Fish Boy by Chloe Daykin

The Blurb On The Back:

People call me Fish Boy. My skin goes up and down like the waves. My mind goes in and out like the sea. They say I’ve always got my mouth open, but what’s wrong with that? 

Billy is obsessed with swimming in the sea, which is where he goes to wash his problems far, far away. Thanks to his mum’s mystery illness, his dad has ben forced to work extra hours to make ends meet, so Billy is often left to his own devices. Meanwhile at school, bullies mercilessly seize on Billy’s ‘otherness’ and make his life as miserable as possible – but then new boy Patrick Green, with “fingers like steel, strength of a bear” joins Billy’s class. And a mackerel swims up to Billy’s face, blows bubbles into his Vista Clear Mask goggles and says: Fish Boy.

And Billy’s whole world changes. 

The Review (Cut For Spoilers):

12-year-old Billy Shiel loves seawater swimming and nature programmes (especially those hosted by Sir David Attenborough). Bullied at school by Jamie Watts and his cronies (who steal his things and call him Fish Boy), he doesn’t have any friends and at home he’s mainly left to his own devices as his mum is bed-ridden with a mystery illness and his dad’s having to work extra hours to pay the bills.

When a mackerel swims up to him in the sea and starts talking to him he has no idea what it wants or how to respond. Soon afterwards a new boy called Patrick Green transfers to his school who has “fingers like steel”, a love of magic tricks and the ability to deal with Jamie so that he leaves Billy alone but Billy’s never had a friend before, well, no one apart from Sir David Attenborough …

Chloe Daykin’s debut children’s novel is a smart, emotionally intelligent read with a magical realist feel and strong themes about belonging and the difficulties of living with someone with a chronic illness that has great illustrations by Richard Jones, which is perfect for children aged 10+. Billy has a great narrative voice – by turns frightened, warm and funny – I really enjoyed the scenes where he imagines Attenborough’s commentary on his situation as Daykin captures him perfectly (so much so that I wondered how many of his lines actually came from real nature shows). Also good is the friendship with Patrick, who’s gift for magic and ability to make friends with anyone, only serves to feed Billy’s insecurities (with Daykin doing a good job at how his fears also help to keep him separate from and suspicious of his classmates). The scenes with the mackerel (helped by Jones’s illustrations) convey a great love of nature and the need to belong but the staccato delivery with its broken sentences and use of Hungarian words threw me out at times and I wondered if younger readers would be able to follow it.
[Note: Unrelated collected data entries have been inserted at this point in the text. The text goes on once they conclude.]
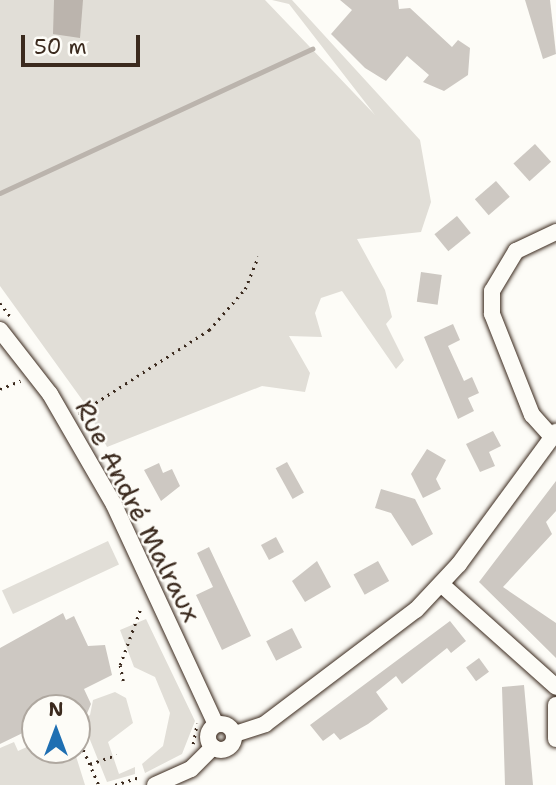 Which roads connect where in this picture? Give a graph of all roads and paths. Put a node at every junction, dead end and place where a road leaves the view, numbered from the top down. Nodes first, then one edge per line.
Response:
1 (556, 232) edge
2 (258, 256) dead end
3 (0, 330) edge
4 (35, 373) junction
5 (0, 389) edge
6 (66, 420) junction
7 (554, 434) edge
8 (441, 584) junction
9 (140, 610) dead end
10 (123, 681) dead end
11 (556, 687) edge
12 (556, 705) edge
13 (196, 710) dead end
14 (216, 724) junction
15 (234, 734) junction
16 (556, 739) edge
17 (213, 747) junction
18 (189, 749) dead end
19 (116, 755) dead end
20 (90, 764) edge
21 (91, 764) edge
22 (99, 785) edge
23 (155, 785) edge

1 - 7 street
2 - 6 path
3 - 4 street, Rue André Malraux
4 - 5 path
4 - 6 street, Rue André Malraux
6 - 14 street, Rue André Malraux
7 - 8 street
8 - 11 street
8 - 15 street
9 - 10 path
12 - 16 street
13 - 18 path
14 - 15 street
14 - 17 street
15 - 17 street
17 - 23 street
19 - 21 path
20 - 22 path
I was also unconvinced by the scenes with Billy’s mother – I believed that she was sick and in the reaction of Billy and her father to it but the link to M.E. didn’t really seem to fit into the story and it could have been any illness. That said there’s a lot here to admire and I would definitely check out Daykin’s next book.

FISH BOY will be released in the United Kingdom on 2nd March 2017. Thanks to Faber & Faber for the ARC of this book.